##### LISTED ENTRIES

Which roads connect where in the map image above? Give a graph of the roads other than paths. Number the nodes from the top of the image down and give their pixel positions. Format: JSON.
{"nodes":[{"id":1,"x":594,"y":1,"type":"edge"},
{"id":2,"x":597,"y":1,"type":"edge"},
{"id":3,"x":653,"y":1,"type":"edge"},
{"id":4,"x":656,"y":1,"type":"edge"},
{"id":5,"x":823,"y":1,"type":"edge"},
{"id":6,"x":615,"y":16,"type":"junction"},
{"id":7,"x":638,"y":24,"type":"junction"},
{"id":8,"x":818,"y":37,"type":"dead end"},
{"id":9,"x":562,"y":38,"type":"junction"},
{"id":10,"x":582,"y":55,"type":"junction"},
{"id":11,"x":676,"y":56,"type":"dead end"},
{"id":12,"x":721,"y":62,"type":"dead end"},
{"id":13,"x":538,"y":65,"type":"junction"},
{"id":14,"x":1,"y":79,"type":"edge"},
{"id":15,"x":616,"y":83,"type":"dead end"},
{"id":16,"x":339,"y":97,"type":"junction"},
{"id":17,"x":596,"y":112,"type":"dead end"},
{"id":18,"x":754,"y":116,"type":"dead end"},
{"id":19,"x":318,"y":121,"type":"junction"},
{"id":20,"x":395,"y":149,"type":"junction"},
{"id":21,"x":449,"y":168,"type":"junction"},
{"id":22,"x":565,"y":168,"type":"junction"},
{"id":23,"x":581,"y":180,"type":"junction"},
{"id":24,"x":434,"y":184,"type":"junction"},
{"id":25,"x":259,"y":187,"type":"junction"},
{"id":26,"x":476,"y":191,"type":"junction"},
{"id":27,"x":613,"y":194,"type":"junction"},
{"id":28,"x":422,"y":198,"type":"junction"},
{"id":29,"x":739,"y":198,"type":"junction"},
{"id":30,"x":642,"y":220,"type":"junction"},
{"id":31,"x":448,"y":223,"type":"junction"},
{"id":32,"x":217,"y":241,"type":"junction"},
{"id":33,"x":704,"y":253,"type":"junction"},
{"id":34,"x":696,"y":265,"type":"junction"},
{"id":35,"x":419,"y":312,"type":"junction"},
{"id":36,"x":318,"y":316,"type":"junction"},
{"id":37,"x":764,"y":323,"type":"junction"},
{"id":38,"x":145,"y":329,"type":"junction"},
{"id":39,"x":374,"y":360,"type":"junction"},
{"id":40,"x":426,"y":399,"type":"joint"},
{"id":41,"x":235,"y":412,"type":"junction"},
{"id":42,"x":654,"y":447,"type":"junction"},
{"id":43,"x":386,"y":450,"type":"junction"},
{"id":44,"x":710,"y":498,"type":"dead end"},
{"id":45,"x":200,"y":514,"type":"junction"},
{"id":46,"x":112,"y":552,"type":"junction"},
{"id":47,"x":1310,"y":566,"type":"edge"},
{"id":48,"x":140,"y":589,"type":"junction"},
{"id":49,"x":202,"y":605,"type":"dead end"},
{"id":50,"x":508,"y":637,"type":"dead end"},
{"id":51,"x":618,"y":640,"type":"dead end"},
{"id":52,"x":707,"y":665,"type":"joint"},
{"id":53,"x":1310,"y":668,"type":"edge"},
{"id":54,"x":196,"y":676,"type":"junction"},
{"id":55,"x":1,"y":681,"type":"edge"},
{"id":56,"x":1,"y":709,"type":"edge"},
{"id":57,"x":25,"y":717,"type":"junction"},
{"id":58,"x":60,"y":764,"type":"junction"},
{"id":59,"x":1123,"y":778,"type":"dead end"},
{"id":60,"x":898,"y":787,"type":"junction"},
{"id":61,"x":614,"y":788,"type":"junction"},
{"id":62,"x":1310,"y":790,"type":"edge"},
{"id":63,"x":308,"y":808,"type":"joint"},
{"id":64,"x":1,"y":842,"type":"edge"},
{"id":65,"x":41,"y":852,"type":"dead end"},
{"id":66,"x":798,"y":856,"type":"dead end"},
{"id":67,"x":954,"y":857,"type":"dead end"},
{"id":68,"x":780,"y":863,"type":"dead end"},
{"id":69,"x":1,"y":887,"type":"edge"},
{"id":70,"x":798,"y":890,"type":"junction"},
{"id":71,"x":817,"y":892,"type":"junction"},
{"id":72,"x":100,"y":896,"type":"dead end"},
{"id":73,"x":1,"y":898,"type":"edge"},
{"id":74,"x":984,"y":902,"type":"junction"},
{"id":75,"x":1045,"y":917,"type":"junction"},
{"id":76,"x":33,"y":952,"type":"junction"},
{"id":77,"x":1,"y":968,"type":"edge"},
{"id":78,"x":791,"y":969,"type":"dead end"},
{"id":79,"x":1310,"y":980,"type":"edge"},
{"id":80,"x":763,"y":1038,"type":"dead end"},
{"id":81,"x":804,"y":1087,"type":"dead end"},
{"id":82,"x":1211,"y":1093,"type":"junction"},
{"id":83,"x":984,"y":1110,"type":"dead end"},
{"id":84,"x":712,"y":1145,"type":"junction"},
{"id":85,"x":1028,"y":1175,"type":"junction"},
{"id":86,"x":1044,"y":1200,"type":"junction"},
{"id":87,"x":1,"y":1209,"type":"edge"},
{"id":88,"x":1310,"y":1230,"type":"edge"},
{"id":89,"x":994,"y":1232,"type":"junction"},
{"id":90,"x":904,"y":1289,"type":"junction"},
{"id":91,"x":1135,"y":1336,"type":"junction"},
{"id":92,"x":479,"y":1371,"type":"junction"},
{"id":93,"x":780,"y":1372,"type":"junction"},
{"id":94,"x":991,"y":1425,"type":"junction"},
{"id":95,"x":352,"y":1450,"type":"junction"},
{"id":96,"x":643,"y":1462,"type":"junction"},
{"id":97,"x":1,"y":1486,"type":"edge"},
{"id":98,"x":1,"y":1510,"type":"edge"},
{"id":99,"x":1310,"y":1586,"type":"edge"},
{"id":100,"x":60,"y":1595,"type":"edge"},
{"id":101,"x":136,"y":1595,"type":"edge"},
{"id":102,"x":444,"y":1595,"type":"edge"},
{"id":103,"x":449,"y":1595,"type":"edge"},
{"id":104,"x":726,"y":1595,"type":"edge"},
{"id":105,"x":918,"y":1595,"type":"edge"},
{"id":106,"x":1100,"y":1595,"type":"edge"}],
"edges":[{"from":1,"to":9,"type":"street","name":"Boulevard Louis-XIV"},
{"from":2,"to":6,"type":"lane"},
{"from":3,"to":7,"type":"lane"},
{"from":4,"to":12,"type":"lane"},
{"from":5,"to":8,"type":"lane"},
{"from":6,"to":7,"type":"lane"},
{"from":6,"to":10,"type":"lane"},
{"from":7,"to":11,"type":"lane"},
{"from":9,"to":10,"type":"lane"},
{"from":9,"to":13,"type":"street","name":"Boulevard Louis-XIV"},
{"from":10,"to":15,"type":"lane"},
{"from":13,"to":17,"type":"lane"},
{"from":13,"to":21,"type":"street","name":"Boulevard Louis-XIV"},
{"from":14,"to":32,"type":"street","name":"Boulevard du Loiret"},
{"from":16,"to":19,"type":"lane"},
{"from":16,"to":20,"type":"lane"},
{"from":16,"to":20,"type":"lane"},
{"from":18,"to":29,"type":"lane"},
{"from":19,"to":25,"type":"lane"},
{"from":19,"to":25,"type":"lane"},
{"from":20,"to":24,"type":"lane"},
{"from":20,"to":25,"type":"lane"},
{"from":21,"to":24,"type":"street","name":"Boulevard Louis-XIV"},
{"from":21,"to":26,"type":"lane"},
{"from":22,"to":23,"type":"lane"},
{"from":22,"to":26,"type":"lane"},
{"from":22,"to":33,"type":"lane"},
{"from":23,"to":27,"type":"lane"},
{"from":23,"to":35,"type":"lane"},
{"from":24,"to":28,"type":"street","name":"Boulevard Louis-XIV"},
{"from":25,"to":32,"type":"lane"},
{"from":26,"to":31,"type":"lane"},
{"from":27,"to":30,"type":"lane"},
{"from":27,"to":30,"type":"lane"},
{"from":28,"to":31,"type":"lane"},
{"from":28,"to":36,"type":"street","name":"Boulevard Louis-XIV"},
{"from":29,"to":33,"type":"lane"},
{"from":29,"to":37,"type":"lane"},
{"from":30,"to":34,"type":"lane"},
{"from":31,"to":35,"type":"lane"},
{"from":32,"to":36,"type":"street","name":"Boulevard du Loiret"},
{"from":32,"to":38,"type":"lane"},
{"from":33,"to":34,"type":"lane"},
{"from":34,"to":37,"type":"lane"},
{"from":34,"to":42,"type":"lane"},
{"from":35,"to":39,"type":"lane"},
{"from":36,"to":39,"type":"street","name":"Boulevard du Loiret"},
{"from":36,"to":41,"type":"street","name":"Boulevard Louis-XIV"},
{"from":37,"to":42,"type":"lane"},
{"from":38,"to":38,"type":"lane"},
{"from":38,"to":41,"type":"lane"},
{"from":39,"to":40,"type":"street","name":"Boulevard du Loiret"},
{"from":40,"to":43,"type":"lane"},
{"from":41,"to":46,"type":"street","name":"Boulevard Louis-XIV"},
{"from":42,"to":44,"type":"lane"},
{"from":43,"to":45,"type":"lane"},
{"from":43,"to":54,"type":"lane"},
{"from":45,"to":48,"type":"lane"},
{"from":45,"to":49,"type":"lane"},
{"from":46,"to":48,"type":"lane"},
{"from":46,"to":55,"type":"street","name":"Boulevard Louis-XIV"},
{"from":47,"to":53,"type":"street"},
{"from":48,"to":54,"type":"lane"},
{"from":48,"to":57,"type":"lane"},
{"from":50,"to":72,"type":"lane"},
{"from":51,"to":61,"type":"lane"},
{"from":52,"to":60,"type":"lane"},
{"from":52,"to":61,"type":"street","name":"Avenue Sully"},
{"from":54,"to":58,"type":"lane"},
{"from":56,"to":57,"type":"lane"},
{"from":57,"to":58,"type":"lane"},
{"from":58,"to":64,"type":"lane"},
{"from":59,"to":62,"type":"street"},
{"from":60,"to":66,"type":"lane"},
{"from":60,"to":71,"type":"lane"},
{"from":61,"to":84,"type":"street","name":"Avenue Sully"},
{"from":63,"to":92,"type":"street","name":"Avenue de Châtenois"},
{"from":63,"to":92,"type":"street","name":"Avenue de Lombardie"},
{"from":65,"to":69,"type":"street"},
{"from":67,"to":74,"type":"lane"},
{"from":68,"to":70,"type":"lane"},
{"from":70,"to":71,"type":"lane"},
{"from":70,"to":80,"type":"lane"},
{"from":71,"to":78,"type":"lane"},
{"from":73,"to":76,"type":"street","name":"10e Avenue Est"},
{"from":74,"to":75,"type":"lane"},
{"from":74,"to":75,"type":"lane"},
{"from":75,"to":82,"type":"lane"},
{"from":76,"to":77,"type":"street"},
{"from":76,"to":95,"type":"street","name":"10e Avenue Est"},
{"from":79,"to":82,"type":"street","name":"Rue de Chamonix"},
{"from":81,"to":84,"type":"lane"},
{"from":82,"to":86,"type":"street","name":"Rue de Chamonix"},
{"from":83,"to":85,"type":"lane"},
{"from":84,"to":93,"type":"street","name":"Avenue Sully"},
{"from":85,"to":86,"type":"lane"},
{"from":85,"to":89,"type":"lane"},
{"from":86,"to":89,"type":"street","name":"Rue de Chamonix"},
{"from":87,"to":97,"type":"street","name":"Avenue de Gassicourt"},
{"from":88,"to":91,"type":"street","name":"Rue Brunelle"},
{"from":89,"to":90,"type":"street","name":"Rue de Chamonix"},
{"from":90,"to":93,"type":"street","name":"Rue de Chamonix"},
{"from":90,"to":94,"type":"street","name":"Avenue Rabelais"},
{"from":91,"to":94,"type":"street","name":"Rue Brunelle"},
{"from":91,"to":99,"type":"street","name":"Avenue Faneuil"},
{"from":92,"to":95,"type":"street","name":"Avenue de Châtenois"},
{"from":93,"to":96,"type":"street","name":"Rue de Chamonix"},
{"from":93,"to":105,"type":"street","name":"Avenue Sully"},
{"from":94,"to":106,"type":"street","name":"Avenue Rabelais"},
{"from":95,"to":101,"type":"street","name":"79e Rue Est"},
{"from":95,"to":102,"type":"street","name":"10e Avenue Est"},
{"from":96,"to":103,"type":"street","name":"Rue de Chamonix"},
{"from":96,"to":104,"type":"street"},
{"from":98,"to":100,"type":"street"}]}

##########

▸ **ACTIVITY**
Look for the string "Rabelais" in the data above and return every line that has it.

▸ **EXERCISE RESPONSE**
{"from":90,"to":94,"type":"street","name":"Avenue Rabelais"},
{"from":94,"to":106,"type":"street","name":"Avenue Rabelais"},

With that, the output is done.